A shared experience like this will also help you build a deeper, more authentic connection together. I remember going for a long run with a new connection I’d made only a few days before, and it helped form a genuine bond with this person in a way I’d never experienced before in such a short period of time.
4. Throw a group event, not a coffee date for two.
Before a coffee meeting with someone, ask yourself one simple question: Do you really want to chat with them one on one? Sometimes the answer is no. Maybe you just need to get on the same page about a work project, then move on.
In short, are you planning two-person coffee dates when you really want to host a party?
If that answer is yes, by all means, host some kind of social event. Happy hour comes to mind. Any kind of group event that allows for a free flow of mingling and conversation will work.
When you grab coffee, you tend to be locked into one long conversation with one person. When you invite ten people to a laid-back bar for happy hour, your individual conversation with each guests is shorter, but usually people don’t feel left out. You also build camaraderie, which is usually a plus in any office.
5. Play a video or board game with them instead of a coffee meeting.
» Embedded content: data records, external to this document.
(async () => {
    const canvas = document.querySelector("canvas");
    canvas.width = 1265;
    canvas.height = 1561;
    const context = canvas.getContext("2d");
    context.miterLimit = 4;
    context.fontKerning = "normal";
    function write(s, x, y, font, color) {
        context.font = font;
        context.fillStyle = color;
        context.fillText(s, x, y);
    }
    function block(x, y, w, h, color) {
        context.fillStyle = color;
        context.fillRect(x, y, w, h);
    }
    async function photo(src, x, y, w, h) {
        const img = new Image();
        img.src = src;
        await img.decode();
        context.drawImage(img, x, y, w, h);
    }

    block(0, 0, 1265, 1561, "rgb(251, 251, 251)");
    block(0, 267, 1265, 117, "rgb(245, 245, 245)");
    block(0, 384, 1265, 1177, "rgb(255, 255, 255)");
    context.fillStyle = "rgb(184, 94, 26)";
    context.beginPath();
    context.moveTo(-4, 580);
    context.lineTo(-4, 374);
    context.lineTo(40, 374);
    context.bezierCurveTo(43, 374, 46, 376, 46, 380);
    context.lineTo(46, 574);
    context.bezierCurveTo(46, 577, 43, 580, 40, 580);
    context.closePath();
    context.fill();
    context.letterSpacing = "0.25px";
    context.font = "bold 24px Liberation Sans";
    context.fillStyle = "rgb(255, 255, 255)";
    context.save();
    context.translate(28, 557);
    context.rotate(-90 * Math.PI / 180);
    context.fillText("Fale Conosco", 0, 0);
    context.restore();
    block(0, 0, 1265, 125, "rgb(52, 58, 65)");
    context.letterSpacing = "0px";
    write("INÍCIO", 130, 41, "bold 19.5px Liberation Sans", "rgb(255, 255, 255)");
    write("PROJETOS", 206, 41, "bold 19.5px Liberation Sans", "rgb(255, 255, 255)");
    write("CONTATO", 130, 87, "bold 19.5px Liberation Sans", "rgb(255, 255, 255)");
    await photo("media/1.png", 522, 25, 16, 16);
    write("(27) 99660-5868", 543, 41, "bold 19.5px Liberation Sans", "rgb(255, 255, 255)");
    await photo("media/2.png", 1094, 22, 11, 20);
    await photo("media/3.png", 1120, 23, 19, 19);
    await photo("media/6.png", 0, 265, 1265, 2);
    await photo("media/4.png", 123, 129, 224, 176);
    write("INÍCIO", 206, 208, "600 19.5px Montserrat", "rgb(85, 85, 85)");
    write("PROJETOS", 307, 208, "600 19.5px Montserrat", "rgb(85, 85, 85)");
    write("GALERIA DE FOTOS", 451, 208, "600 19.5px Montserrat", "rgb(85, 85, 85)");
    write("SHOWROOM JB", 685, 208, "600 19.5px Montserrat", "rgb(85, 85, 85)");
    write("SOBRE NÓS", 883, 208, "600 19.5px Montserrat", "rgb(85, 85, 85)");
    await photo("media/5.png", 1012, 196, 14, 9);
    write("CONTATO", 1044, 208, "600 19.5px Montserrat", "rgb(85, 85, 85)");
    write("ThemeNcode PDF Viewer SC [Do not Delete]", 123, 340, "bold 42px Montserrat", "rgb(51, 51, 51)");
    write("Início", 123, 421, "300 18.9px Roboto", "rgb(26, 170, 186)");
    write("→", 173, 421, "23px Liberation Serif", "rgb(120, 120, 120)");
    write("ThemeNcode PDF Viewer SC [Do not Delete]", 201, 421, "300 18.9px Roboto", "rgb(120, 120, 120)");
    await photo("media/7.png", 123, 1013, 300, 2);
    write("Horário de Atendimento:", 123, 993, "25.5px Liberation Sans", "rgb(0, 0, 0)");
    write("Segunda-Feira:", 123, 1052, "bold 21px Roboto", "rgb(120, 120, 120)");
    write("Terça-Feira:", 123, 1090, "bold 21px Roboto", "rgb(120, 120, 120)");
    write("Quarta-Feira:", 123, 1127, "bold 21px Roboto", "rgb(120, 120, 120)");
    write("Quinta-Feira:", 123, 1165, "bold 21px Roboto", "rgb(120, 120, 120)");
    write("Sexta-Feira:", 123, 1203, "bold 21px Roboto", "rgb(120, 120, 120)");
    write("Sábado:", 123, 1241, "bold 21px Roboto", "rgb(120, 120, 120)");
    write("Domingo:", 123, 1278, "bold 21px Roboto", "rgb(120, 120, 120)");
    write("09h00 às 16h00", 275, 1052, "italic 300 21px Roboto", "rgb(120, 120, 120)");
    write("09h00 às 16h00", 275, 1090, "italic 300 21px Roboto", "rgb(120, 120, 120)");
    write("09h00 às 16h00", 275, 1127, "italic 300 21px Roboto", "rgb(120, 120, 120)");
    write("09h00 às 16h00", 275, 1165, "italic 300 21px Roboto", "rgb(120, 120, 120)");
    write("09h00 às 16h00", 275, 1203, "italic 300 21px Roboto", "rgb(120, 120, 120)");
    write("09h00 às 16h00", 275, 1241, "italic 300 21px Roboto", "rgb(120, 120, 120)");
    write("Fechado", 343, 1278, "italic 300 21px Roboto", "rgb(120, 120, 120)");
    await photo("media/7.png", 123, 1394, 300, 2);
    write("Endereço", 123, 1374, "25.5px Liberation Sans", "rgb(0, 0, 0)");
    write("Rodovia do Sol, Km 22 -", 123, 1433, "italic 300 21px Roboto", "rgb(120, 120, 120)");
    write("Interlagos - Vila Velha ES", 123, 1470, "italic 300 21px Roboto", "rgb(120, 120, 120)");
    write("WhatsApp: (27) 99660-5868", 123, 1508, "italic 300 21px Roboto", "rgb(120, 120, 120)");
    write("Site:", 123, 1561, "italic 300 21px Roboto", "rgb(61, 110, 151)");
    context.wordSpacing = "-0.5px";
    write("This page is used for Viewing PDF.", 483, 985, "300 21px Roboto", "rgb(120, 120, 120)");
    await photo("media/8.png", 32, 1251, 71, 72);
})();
Video or board games are another good alternative to grabbing coffee. It’s an indoor activity, which helps on days with bad weather, but you’re still engaged in a mutual activity to create a shared fun experience.
At one of my last jobs, a colleague and I played Rocket League together, as a way to catch up with each other and wind down. We could get competitive in a low-stakes way, laugh, and reconnect. It deepened the friendship, which is still there today. And, like many of the activities I’ve mentioned in this column, it’s more easygoing and genuine than the same old same old.